● **Source data**

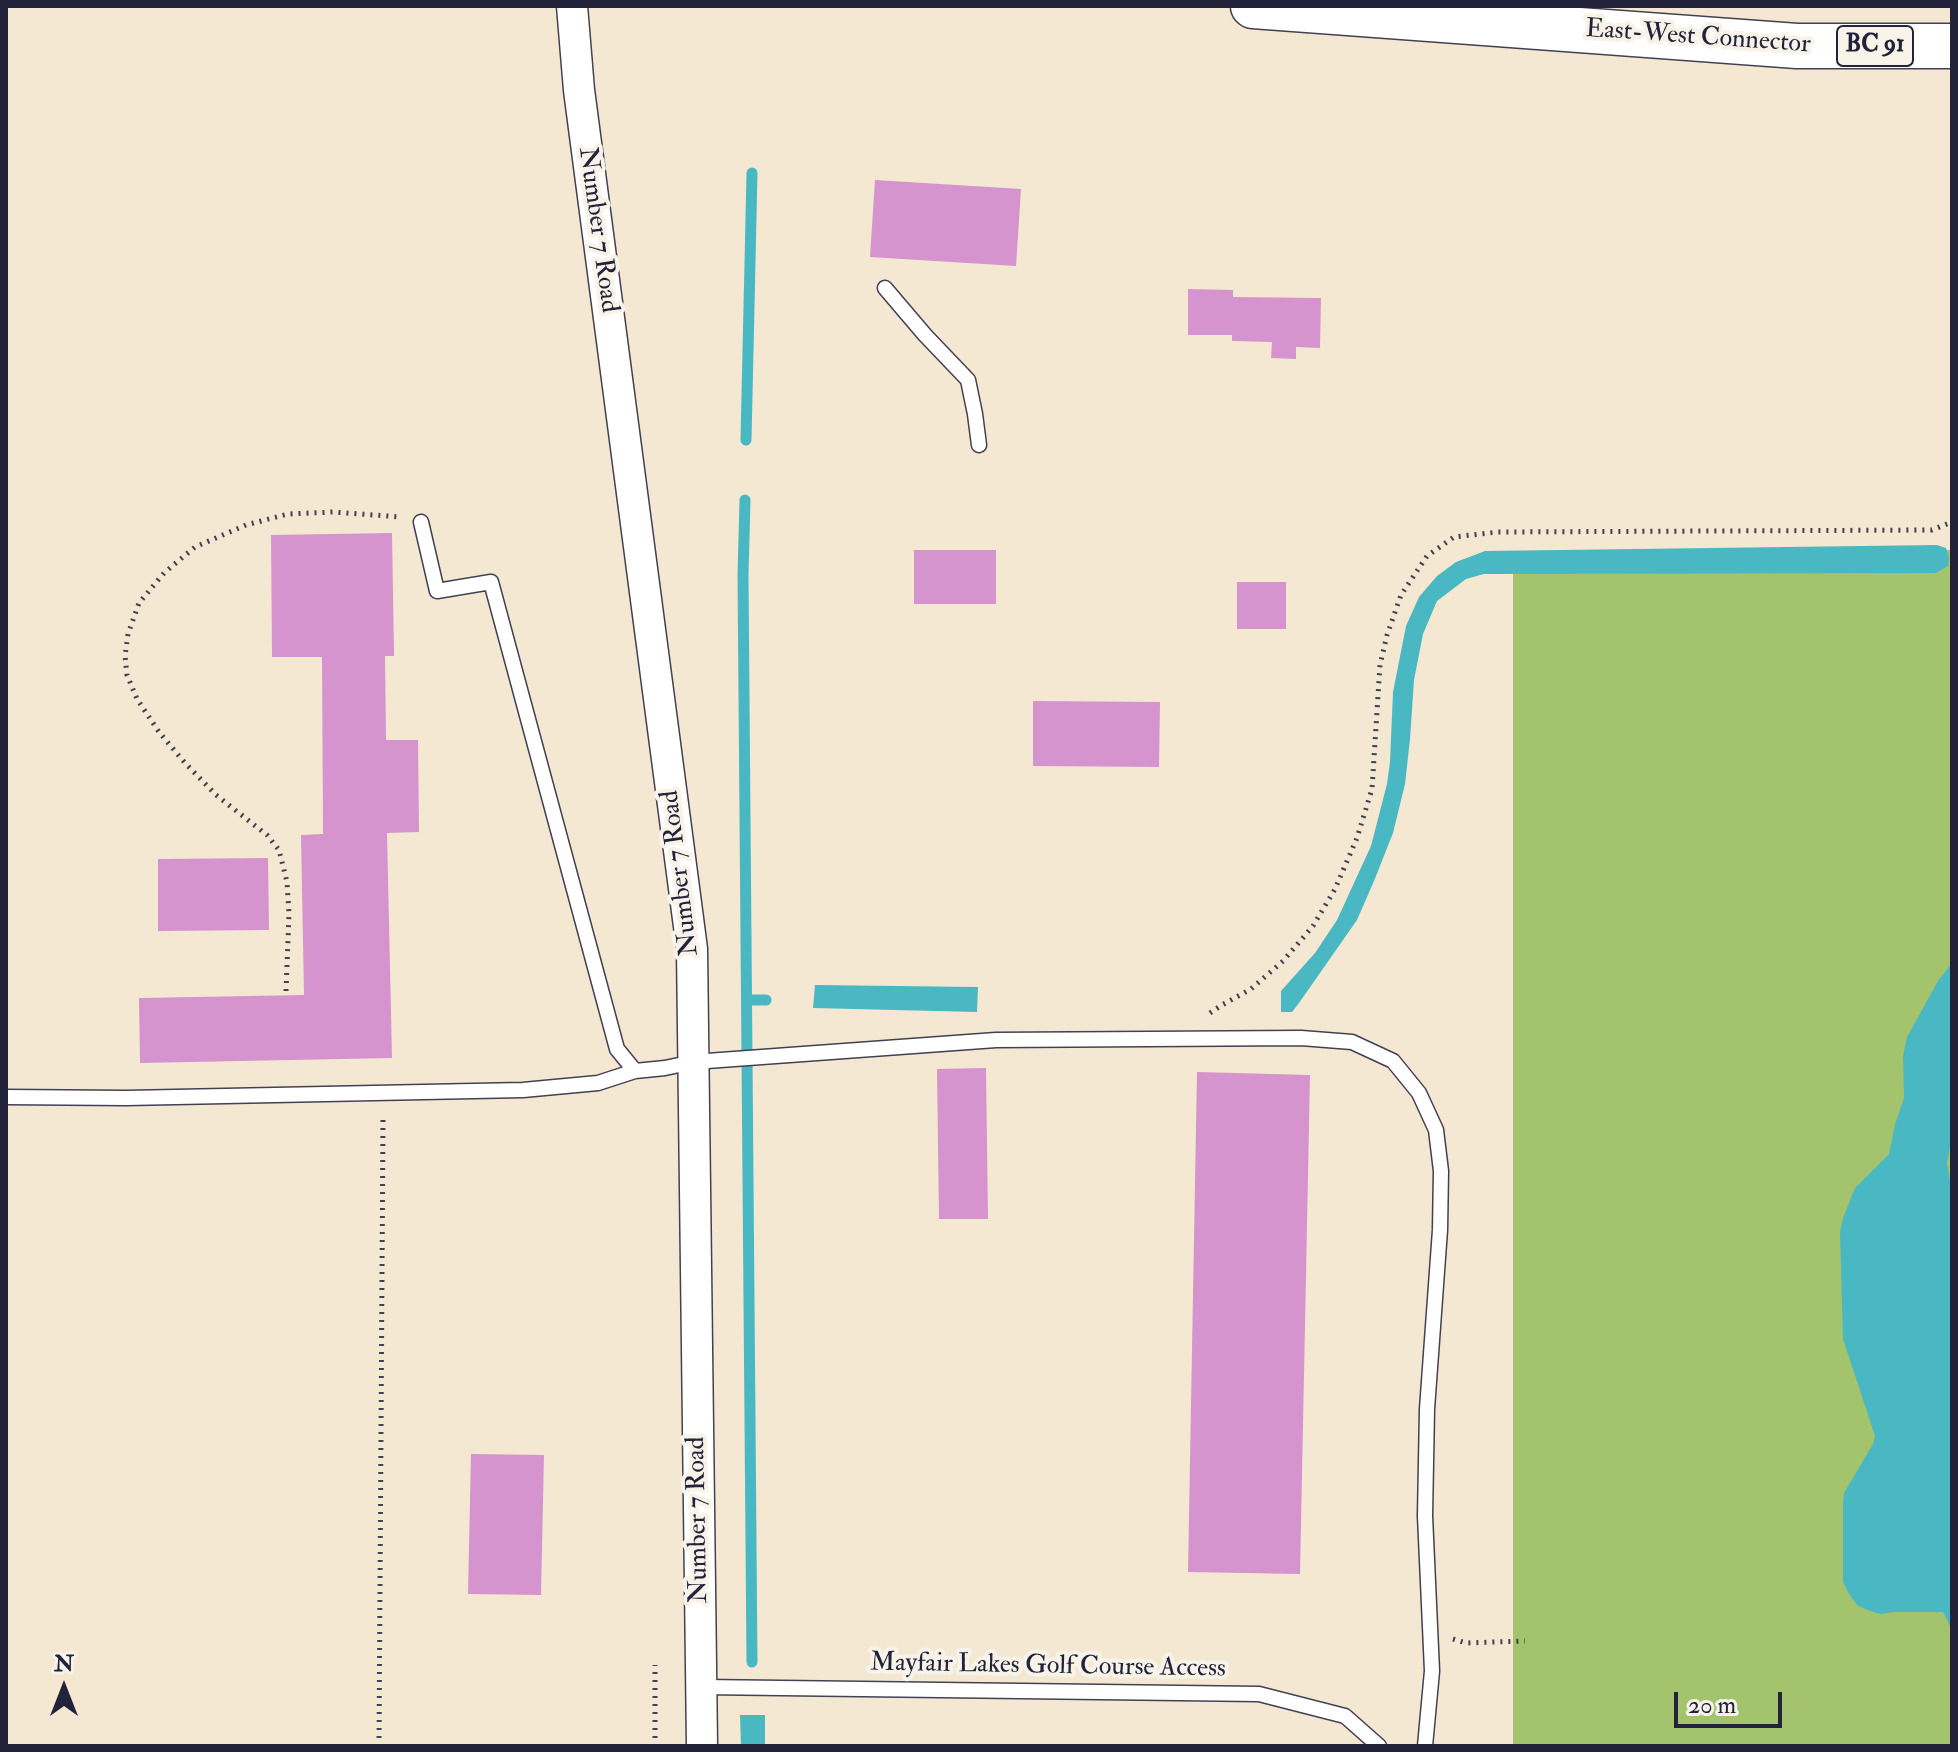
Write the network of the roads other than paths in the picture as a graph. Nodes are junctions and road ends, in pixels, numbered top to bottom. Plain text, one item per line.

==

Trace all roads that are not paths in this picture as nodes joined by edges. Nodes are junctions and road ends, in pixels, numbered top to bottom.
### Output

--

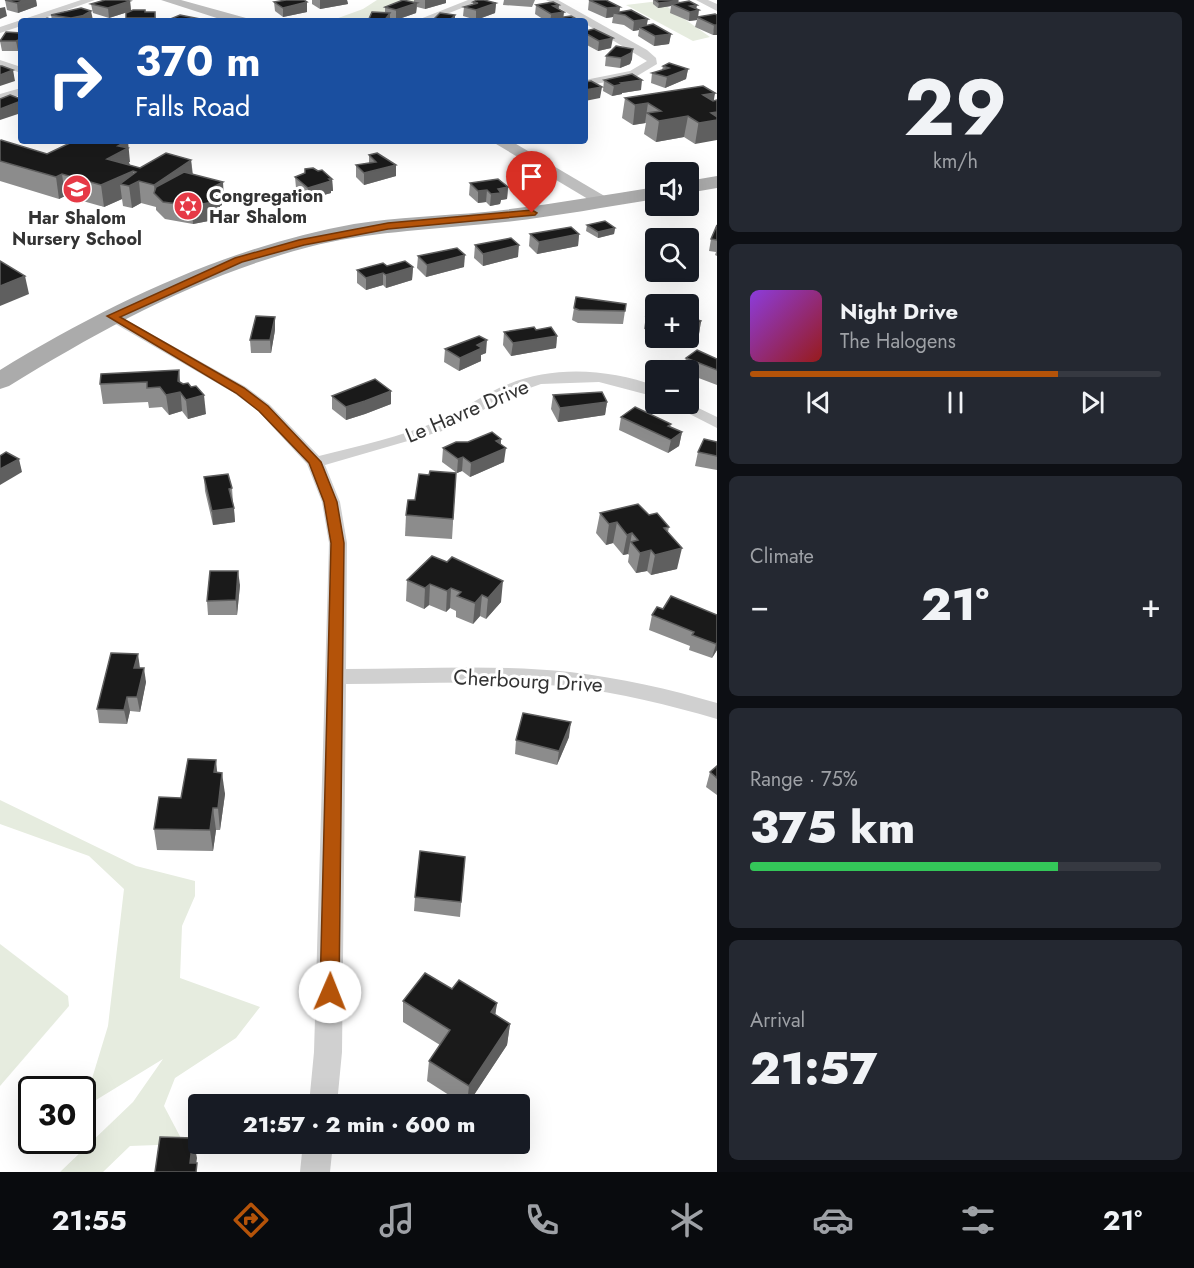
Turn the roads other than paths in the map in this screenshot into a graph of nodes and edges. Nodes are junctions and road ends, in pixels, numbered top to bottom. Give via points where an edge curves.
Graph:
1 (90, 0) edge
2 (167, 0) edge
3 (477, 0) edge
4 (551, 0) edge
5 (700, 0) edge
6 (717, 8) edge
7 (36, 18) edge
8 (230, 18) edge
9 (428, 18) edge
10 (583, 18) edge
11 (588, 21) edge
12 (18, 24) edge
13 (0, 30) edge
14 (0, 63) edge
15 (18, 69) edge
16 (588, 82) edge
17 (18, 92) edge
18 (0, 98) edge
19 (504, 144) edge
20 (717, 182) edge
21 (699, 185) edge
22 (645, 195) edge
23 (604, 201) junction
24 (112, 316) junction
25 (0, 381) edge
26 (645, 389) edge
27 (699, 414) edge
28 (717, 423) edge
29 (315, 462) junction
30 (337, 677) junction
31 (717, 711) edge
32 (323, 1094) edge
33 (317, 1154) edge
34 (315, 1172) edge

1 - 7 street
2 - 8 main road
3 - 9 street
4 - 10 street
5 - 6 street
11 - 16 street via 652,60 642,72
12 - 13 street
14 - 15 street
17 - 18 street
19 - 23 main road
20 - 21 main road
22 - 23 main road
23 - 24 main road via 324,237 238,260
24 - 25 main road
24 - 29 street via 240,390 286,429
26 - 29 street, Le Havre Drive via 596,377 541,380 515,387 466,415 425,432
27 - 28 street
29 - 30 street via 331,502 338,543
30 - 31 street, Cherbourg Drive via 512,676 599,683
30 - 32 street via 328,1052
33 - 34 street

● **Exercise**
The lines above that include "edges" should each be listed.

● **Your solution**
Trace all roads that are not paths in this picture as nodes joined by edges. Nodes are junctions and road ends, in pixels, numbered top to bottom.
Turn the roads other than paths in the map in this screenshot into a graph of nodes and edges. Nodes are junctions and road ends, in pixels, numbered top to bottom. Give via points where an edge curves.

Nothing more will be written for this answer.